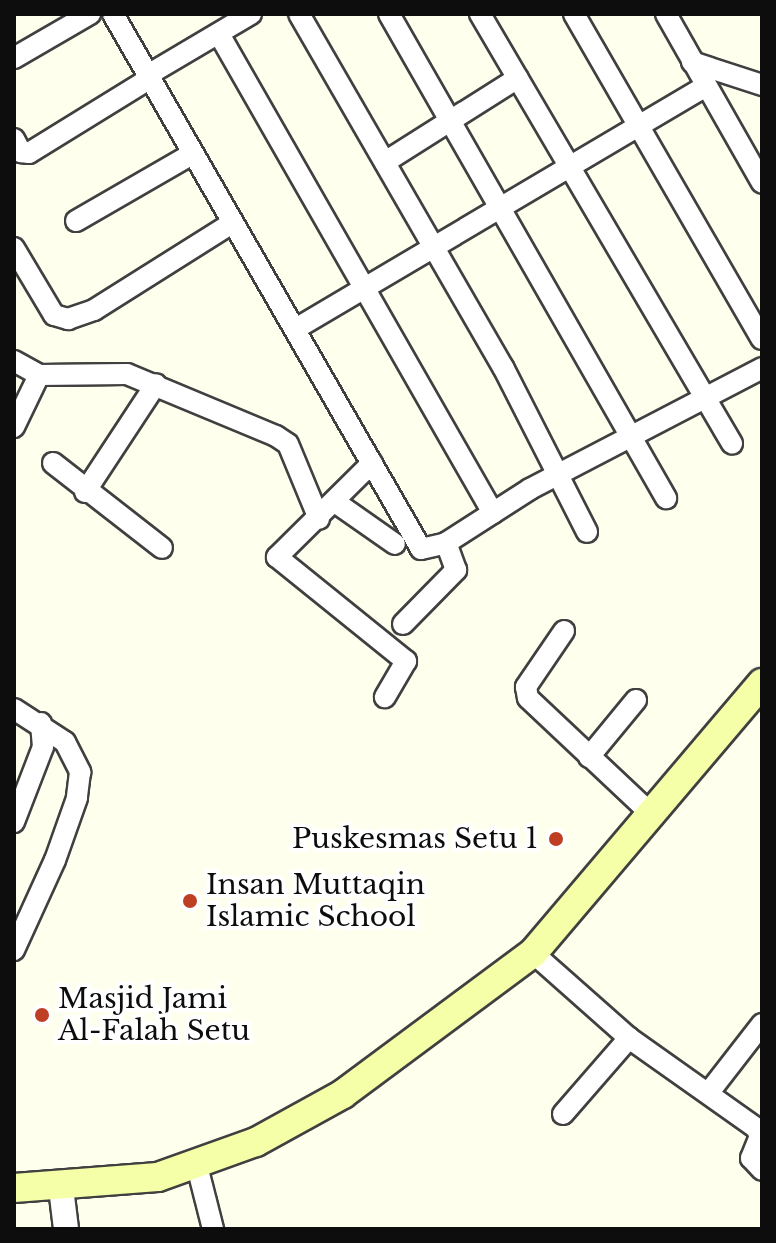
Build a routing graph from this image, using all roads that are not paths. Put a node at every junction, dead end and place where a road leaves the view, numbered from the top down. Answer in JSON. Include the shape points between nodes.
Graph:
{"nodes":[{"id":1,"x":90,"y":14,"type":"edge"},
{"id":2,"x":113,"y":14,"type":"edge"},
{"id":3,"x":251,"y":14,"type":"edge"},
{"id":4,"x":299,"y":14,"type":"edge"},
{"id":5,"x":389,"y":14,"type":"edge"},
{"id":6,"x":480,"y":14,"type":"edge"},
{"id":7,"x":574,"y":14,"type":"edge"},
{"id":8,"x":666,"y":14,"type":"edge"},
{"id":9,"x":219,"y":34,"type":"junction"},
{"id":10,"x":14,"y":58,"type":"edge"},
{"id":11,"x":692,"y":62,"type":"junction"},
{"id":12,"x":148,"y":78,"type":"junction"},
{"id":13,"x":518,"y":78,"type":"junction"},
{"id":14,"x":762,"y":85,"type":"edge"},
{"id":15,"x":706,"y":86,"type":"junction"},
{"id":16,"x":449,"y":120,"type":"junction"},
{"id":17,"x":638,"y":126,"type":"junction"},
{"id":18,"x":14,"y":139,"type":"edge"},
{"id":19,"x":192,"y":154,"type":"junction"},
{"id":20,"x":385,"y":162,"type":"junction"},
{"id":21,"x":569,"y":167,"type":"junction"},
{"id":22,"x":762,"y":183,"type":"edge"},
{"id":23,"x":501,"y":206,"type":"junction"},
{"id":24,"x":76,"y":221,"type":"dead end"},
{"id":25,"x":232,"y":223,"type":"junction"},
{"id":26,"x":435,"y":247,"type":"junction"},
{"id":27,"x":14,"y":248,"type":"edge"},
{"id":28,"x":367,"y":288,"type":"junction"},
{"id":29,"x":297,"y":328,"type":"junction"},
{"id":30,"x":762,"y":339,"type":"edge"},
{"id":31,"x":14,"y":361,"type":"edge"},
{"id":32,"x":762,"y":368,"type":"edge"},
{"id":33,"x":39,"y":375,"type":"junction"},
{"id":34,"x":156,"y":384,"type":"junction"},
{"id":35,"x":706,"y":398,"type":"junction"},
{"id":36,"x":14,"y":427,"type":"edge"},
{"id":37,"x":631,"y":434,"type":"junction"},
{"id":38,"x":732,"y":443,"type":"dead end"},
{"id":39,"x":53,"y":463,"type":"dead end"},
{"id":40,"x":372,"y":463,"type":"junction"},
{"id":41,"x":558,"y":474,"type":"junction"},
{"id":42,"x":85,"y":492,"type":"junction"},
{"id":43,"x":666,"y":498,"type":"dead end"},
{"id":44,"x":335,"y":502,"type":"junction"},
{"id":45,"x":493,"y":513,"type":"junction"},
{"id":46,"x":319,"y":519,"type":"junction"},
{"id":47,"x":587,"y":532,"type":"dead end"},
{"id":48,"x":446,"y":543,"type":"junction"},
{"id":49,"x":395,"y":544,"type":"dead end"},
{"id":50,"x":162,"y":548,"type":"dead end"},
{"id":51,"x":403,"y":624,"type":"dead end"},
{"id":52,"x":564,"y":631,"type":"dead end"},
{"id":53,"x":762,"y":683,"type":"edge"},
{"id":54,"x":385,"y":697,"type":"dead end"},
{"id":55,"x":636,"y":700,"type":"dead end"},
{"id":56,"x":14,"y":709,"type":"edge"},
{"id":57,"x":41,"y":723,"type":"junction"},
{"id":58,"x":589,"y":757,"type":"junction"},
{"id":59,"x":649,"y":812,"type":"junction"},
{"id":60,"x":14,"y":822,"type":"edge"},
{"id":61,"x":19,"y":924,"type":"edge"},
{"id":62,"x":14,"y":950,"type":"edge"},
{"id":63,"x":533,"y":953,"type":"junction"},
{"id":64,"x":762,"y":1024,"type":"edge"},
{"id":65,"x":629,"y":1038,"type":"junction"},
{"id":66,"x":710,"y":1091,"type":"junction"},
{"id":67,"x":563,"y":1114,"type":"dead end"},
{"id":68,"x":197,"y":1166,"type":"junction"},
{"id":69,"x":762,"y":1170,"type":"edge"},
{"id":70,"x":14,"y":1188,"type":"edge"},
{"id":71,"x":61,"y":1188,"type":"junction"},
{"id":72,"x":66,"y":1229,"type":"edge"},
{"id":73,"x":213,"y":1229,"type":"edge"}],
"edges":[{"from":1,"to":10,"type":"street"},
{"from":2,"to":12,"type":"street"},
{"from":3,"to":9,"type":"street"},
{"from":4,"to":20,"type":"street"},
{"from":5,"to":16,"type":"street"},
{"from":6,"to":13,"type":"street"},
{"from":7,"to":17,"type":"street"},
{"from":8,"to":11,"type":"street"},
{"from":9,"to":12,"type":"street"},
{"from":9,"to":28,"type":"street"},
{"from":11,"to":14,"type":"street"},
{"from":11,"to":15,"type":"street"},
{"from":12,"to":18,"type":"street","via":[[29,153],[21,152]]},
{"from":12,"to":19,"type":"street"},
{"from":13,"to":16,"type":"street"},
{"from":13,"to":21,"type":"street"},
{"from":15,"to":17,"type":"street"},
{"from":15,"to":22,"type":"street"},
{"from":16,"to":20,"type":"street"},
{"from":16,"to":23,"type":"street"},
{"from":17,"to":21,"type":"street"},
{"from":17,"to":30,"type":"street"},
{"from":19,"to":24,"type":"street"},
{"from":19,"to":25,"type":"street"},
{"from":20,"to":26,"type":"street"},
{"from":21,"to":23,"type":"street"},
{"from":21,"to":35,"type":"street"},
{"from":23,"to":26,"type":"street"},
{"from":23,"to":37,"type":"street"},
{"from":25,"to":27,"type":"street","via":[[94,310],[68,319],[54,315]]},
{"from":25,"to":29,"type":"street"},
{"from":26,"to":28,"type":"street"},
{"from":26,"to":41,"type":"street"},
{"from":28,"to":29,"type":"street"},
{"from":28,"to":45,"type":"street"},
{"from":29,"to":40,"type":"street"},
{"from":31,"to":33,"type":"street"},
{"from":32,"to":35,"type":"street"},
{"from":33,"to":34,"type":"street","via":[[127,374]]},
{"from":33,"to":36,"type":"street"},
{"from":34,"to":42,"type":"street"},
{"from":34,"to":46,"type":"street","via":[[288,444]]},
{"from":35,"to":37,"type":"street"},
{"from":35,"to":38,"type":"street"},
{"from":37,"to":41,"type":"street"},
{"from":37,"to":43,"type":"street"},
{"from":39,"to":42,"type":"street"},
{"from":40,"to":44,"type":"street"},
{"from":40,"to":48,"type":"street","via":[[417,545],[426,551]]},
{"from":41,"to":45,"type":"street"},
{"from":41,"to":47,"type":"street"},
{"from":42,"to":50,"type":"street"},
{"from":44,"to":46,"type":"street"},
{"from":44,"to":49,"type":"street"},
{"from":45,"to":48,"type":"street"},
{"from":46,"to":54,"type":"street","via":[[277,557],[406,661]]},
{"from":48,"to":51,"type":"street","via":[[456,570]]},
{"from":52,"to":58,"type":"street","via":[[525,692]]},
{"from":53,"to":59,"type":"main road"},
{"from":55,"to":58,"type":"street"},
{"from":56,"to":57,"type":"street"},
{"from":57,"to":60,"type":"street","via":[[43,747]]},
{"from":57,"to":61,"type":"street","via":[[65,742],[80,772],[77,798],[55,860]]},
{"from":58,"to":59,"type":"street"},
{"from":59,"to":63,"type":"main road"},
{"from":61,"to":62,"type":"street"},
{"from":63,"to":65,"type":"street"},
{"from":63,"to":68,"type":"main road","via":[[343,1094],[256,1142]]},
{"from":64,"to":66,"type":"street"},
{"from":65,"to":66,"type":"street"},
{"from":65,"to":67,"type":"street"},
{"from":66,"to":69,"type":"street","via":[[759,1132],[751,1158]]},
{"from":68,"to":71,"type":"main road","via":[[147,1179]]},
{"from":68,"to":73,"type":"street"},
{"from":70,"to":71,"type":"main road"},
{"from":71,"to":72,"type":"street"}]}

☆ ☆ ☆ ☆ ☆

Your objective —
In the listing above, how many lines have the string "nodes" in them? Reply with only the figure.

Answer space —
2